As best I can tell, this bug effects all versions up to 4.6.2.7, which (if I am not mistaken) is the last release of this discontinued product.

The bug is in the handling of the Connection header, which is used in HTTP/1.1 to identify other headers as being "hop-by-hop" (headers which a proxy or proxy-cache MUST NOT forward). The Connection header can also be used to imply the presence of a header with some default values. For example, when using the Meter extension (see RFC2227), a default Meter header value can be included implicitly in an HTTP message by simply including the value Meter in the Connection header.
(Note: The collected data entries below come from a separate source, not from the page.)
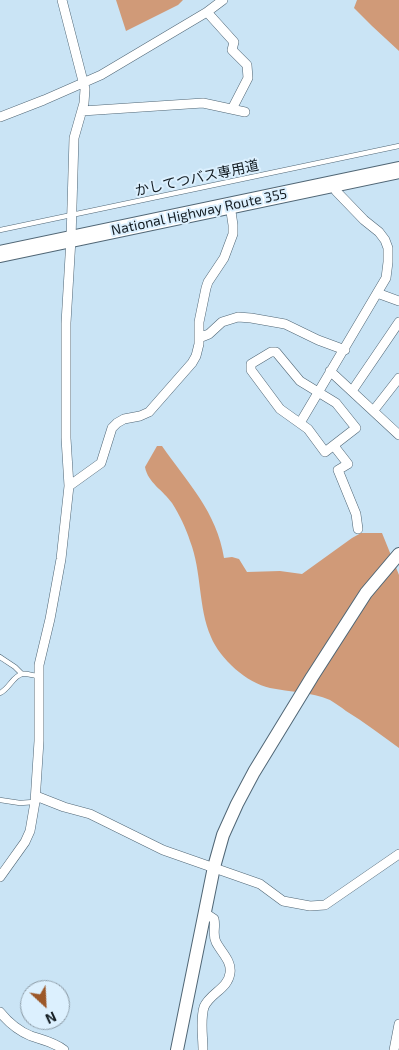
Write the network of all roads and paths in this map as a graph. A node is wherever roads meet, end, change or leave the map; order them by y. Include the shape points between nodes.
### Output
1 (62, 0) edge
2 (223, 0) edge
3 (207, 12) junction
4 (84, 82) junction
5 (232, 109) junction
6 (82, 111) junction
7 (245, 112) dead end
8 (0, 117) edge
9 (399, 146) edge
10 (399, 170) edge
11 (334, 184) junction
12 (230, 205) junction
13 (72, 216) junction
14 (0, 230) edge
15 (71, 239) junction
16 (0, 254) edge
17 (377, 293) junction
18 (399, 301) edge
19 (399, 322) edge
20 (199, 338) junction
21 (345, 350) junction
22 (330, 372) junction
23 (399, 378) edge
24 (352, 391) junction
25 (317, 392) junction
26 (374, 410) junction
27 (300, 423) junction
28 (397, 430) edge
29 (334, 446) junction
30 (69, 486) junction
31 (358, 529) dead end
32 (399, 554) edge
33 (0, 657) edge
34 (22, 674) junction
35 (38, 676) junction
36 (0, 693) edge
37 (36, 799) junction
38 (0, 800) edge
39 (399, 854) edge
40 (214, 867) junction
41 (0, 877) edge
42 (205, 912) junction
43 (0, 1012) edge
44 (399, 1024) edge
45 (64, 1050) edge
46 (176, 1050) edge
47 (202, 1050) edge
48 (394, 1050) edge

1 - 4 street
2 - 3 street
3 - 4 street
3 - 5 street via 234,42 232,50 247,64 248,78
4 - 6 street
4 - 8 street
5 - 6 street via 203,103
5 - 7 street
6 - 13 street via 74,138
9 - 13 lane, かしてつバス専用道
10 - 11 highway, National Highway Route 355
11 - 12 highway, National Highway Route 355
11 - 17 street via 336,191 385,240 387,272
12 - 15 highway, National Highway Route 355
12 - 20 street via 233,234 224,258 206,288
13 - 14 lane, かしてつバス専用道
13 - 15 street
15 - 16 highway, National Highway Route 355
15 - 30 street via 66,323
17 - 18 street
17 - 21 street
19 - 24 street
20 - 21 street via 222,322 251,318 285,324
20 - 30 street via 192,363 149,412 124,419 112,428 104,459
21 - 22 street
22 - 24 street
22 - 25 street
23 - 26 street
24 - 26 street
25 - 27 street
25 - 27 street via 300,381 276,352 250,366 280,409
25 - 29 street via 336,403 356,428
26 - 28 street
27 - 29 street via 312,433 325,452
29 - 31 street via 348,464 338,470 356,514
30 - 35 street via 61,558
32 - 40 street via 366,593 254,772 223,835
33 - 34 lane
34 - 35 lane
34 - 36 lane
35 - 37 street
37 - 38 lane via 20,803
37 - 40 street via 90,814 164,850
37 - 41 street via 25,842
39 - 40 street via 325,905 283,901 260,884
40 - 42 street
42 - 46 street
42 - 47 street via 214,918 213,933 231,972 227,983 205,1005
43 - 45 street via 8,1022 29,1035
44 - 48 street

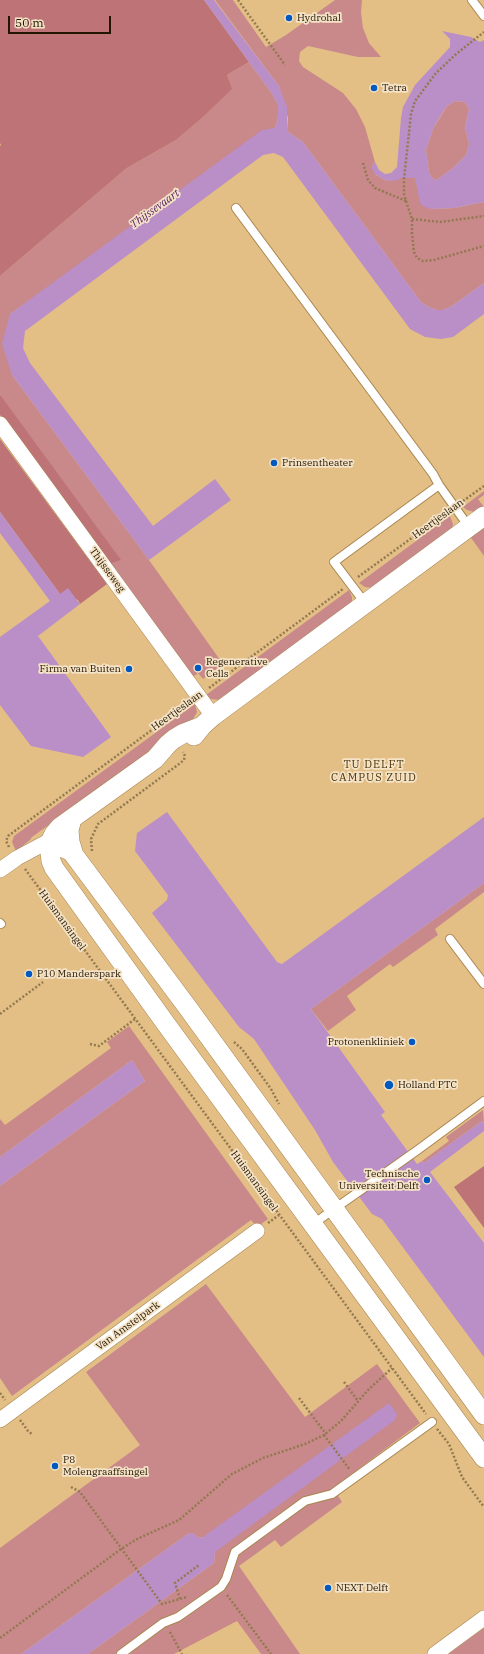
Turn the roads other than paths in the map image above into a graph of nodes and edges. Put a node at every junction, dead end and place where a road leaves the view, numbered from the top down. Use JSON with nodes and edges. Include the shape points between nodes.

Well, domino-go-webserver does not play by the rules when it comes to the Connection header. When acting as a server, it has this nasty habit of reflecting values that it does not understand from a request's Connection header in its response's Connection header. This is a serious problem, because in emitting a Connection token which it does not understand, domino-go-webserver could very well be comitting itself to some feature or behavior which it is unable to perform or fulfill.
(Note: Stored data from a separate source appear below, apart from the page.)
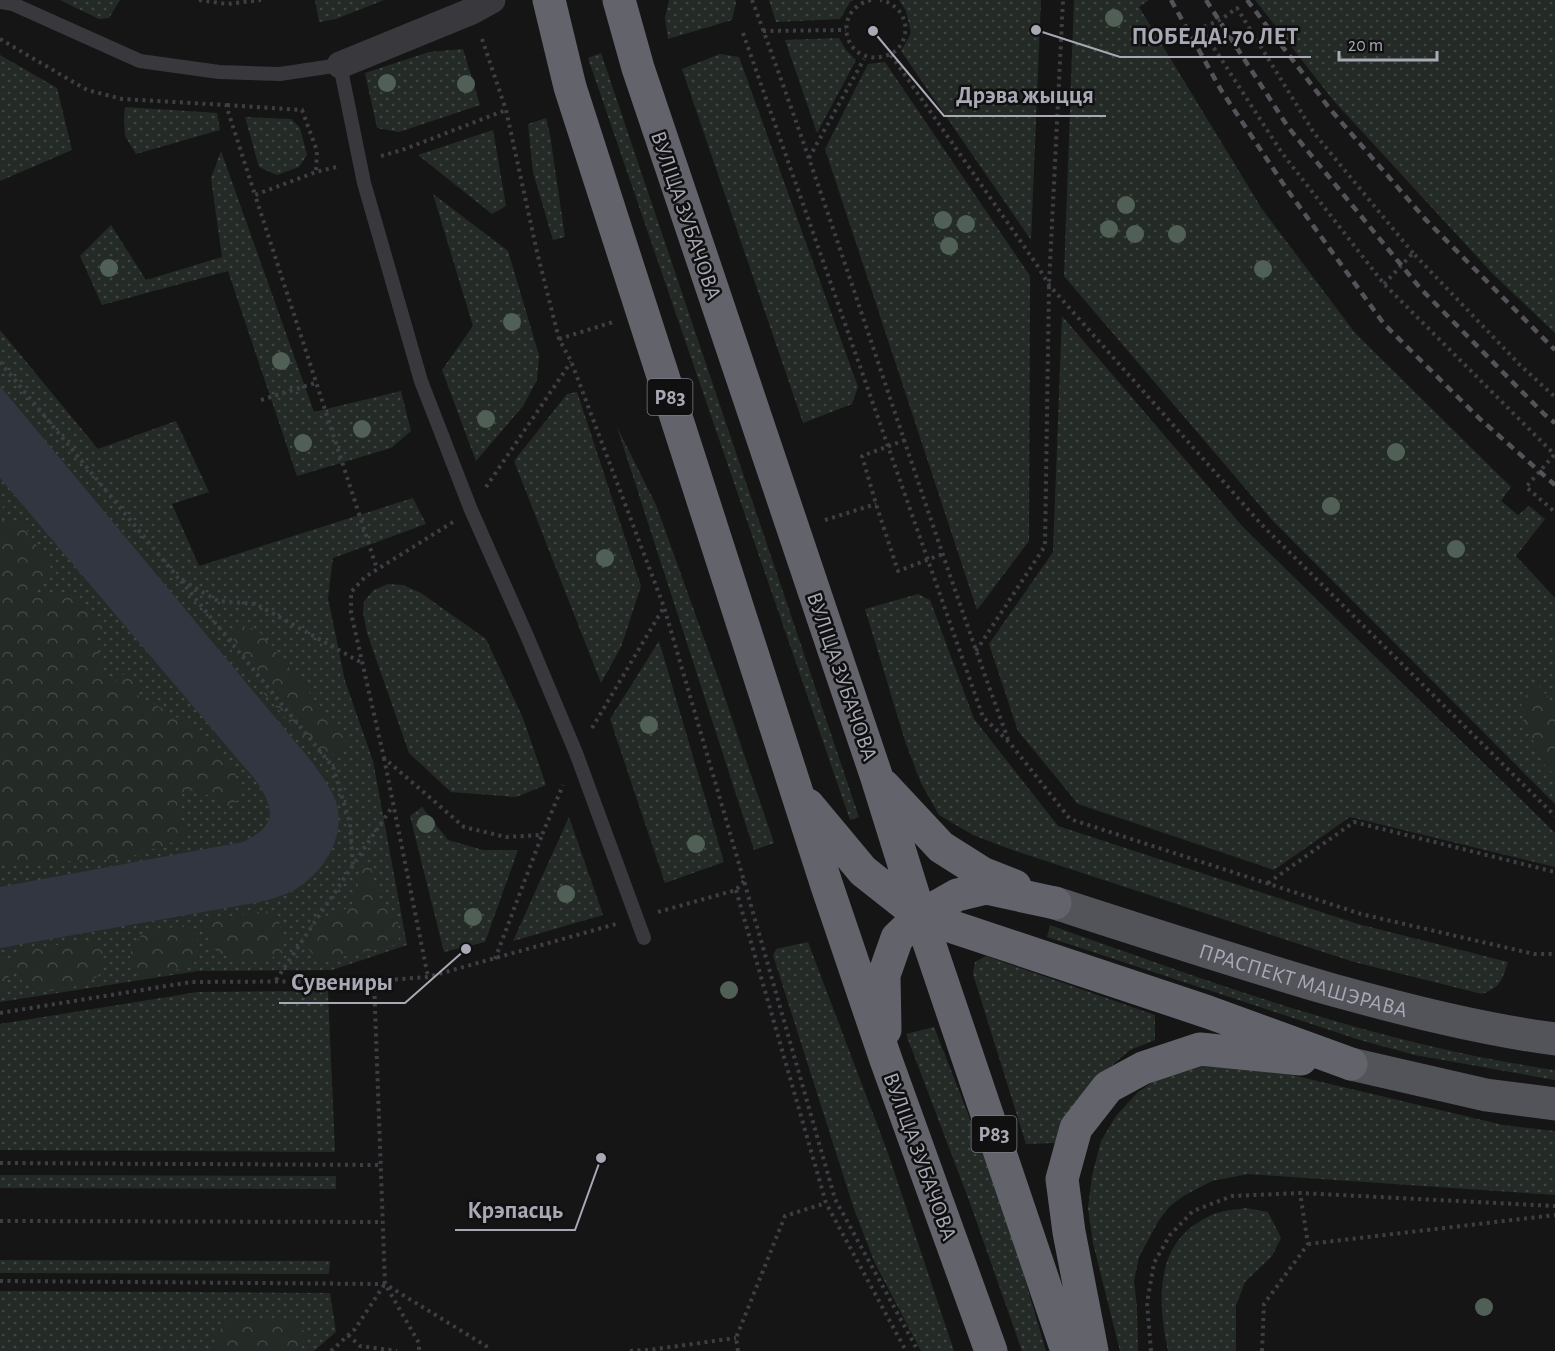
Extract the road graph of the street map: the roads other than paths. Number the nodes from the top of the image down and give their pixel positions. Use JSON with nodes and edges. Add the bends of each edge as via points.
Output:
{"nodes":[{"id":1,"x":492,"y":0,"type":"edge"},
{"id":2,"x":549,"y":0,"type":"edge"},
{"id":3,"x":619,"y":0,"type":"edge"},
{"id":4,"x":0,"y":2,"type":"edge"},
{"id":5,"x":340,"y":65,"type":"junction"},
{"id":6,"x":877,"y":778,"type":"junction"},
{"id":7,"x":797,"y":792,"type":"junction"},
{"id":8,"x":1055,"y":903,"type":"junction"},
{"id":9,"x":920,"y":916,"type":"junction"},
{"id":10,"x":644,"y":938,"type":"dead end"},
{"id":11,"x":1555,"y":1039,"type":"edge"},
{"id":12,"x":886,"y":1060,"type":"junction"},
{"id":13,"x":1351,"y":1064,"type":"junction"},
{"id":14,"x":1555,"y":1104,"type":"edge"},
{"id":15,"x":991,"y":1351,"type":"edge"},
{"id":16,"x":1067,"y":1351,"type":"edge"},
{"id":17,"x":1092,"y":1351,"type":"edge"}],
"edges":[{"from":1,"to":5,"type":"street"},
{"from":2,"to":7,"type":"highway","name":"ВУЛІЦА ЗУБАЧОВА","number":"Р83","via":[[570,87]]},
{"from":3,"to":6,"type":"highway","name":"ВУЛІЦА ЗУБАЧОВА","number":"Р83","via":[[638,68]]},
{"from":4,"to":5,"type":"lane","via":[[13,4],[140,61],[219,72],[280,74]]},
{"from":5,"to":10,"type":"lane","via":[[364,183],[421,381],[471,510],[576,753]]},
{"from":6,"to":8,"type":"highway","via":[[941,847],[982,873]]},
{"from":6,"to":9,"type":"highway","name":"ВУЛІЦА ЗУБАЧОВА","number":"Р83"},
{"from":7,"to":9,"type":"highway","via":[[863,872]]},
{"from":7,"to":12,"type":"highway","name":"ВУЛІЦА ЗУБАЧОВА","number":"Р83"},
{"from":8,"to":9,"type":"highway","via":[[986,888],[957,895]]},
{"from":8,"to":11,"type":"main road","name":"ПРАСПЕКТ МАШЭРАВА","via":[[1254,967],[1405,1010]]},
{"from":9,"to":12,"type":"highway","via":[[897,939],[884,975]]},
{"from":9,"to":13,"type":"highway"},
{"from":9,"to":16,"type":"highway","name":"ВУЛІЦА ЗУБАЧОВА","number":"Р83"},
{"from":12,"to":15,"type":"highway","name":"ВУЛІЦА ЗУБАЧОВА","number":"Р83"},
{"from":13,"to":14,"type":"main road","via":[[1485,1095]]},
{"from":13,"to":17,"type":"highway","via":[[1200,1049],[1143,1068],[1108,1087],[1076,1128],[1062,1179]]}]}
Case in point is the TE header, which is part of the HTTP/1.1 standard. TE is a request header, in which a client identifies which of a set of "Transfer Encodings" the server may use to return an entity. TE is not, under HTTP/1.1, allowed to appear in responses. However, domino-go-webserver sees the string Connection: TE in requests and, for some unknown reason, includes an identical Connection: TE header in its response. This means that the response should be interpreted as having the default value of "TE"; this is nonsense, since TE itself has no semantics in a response.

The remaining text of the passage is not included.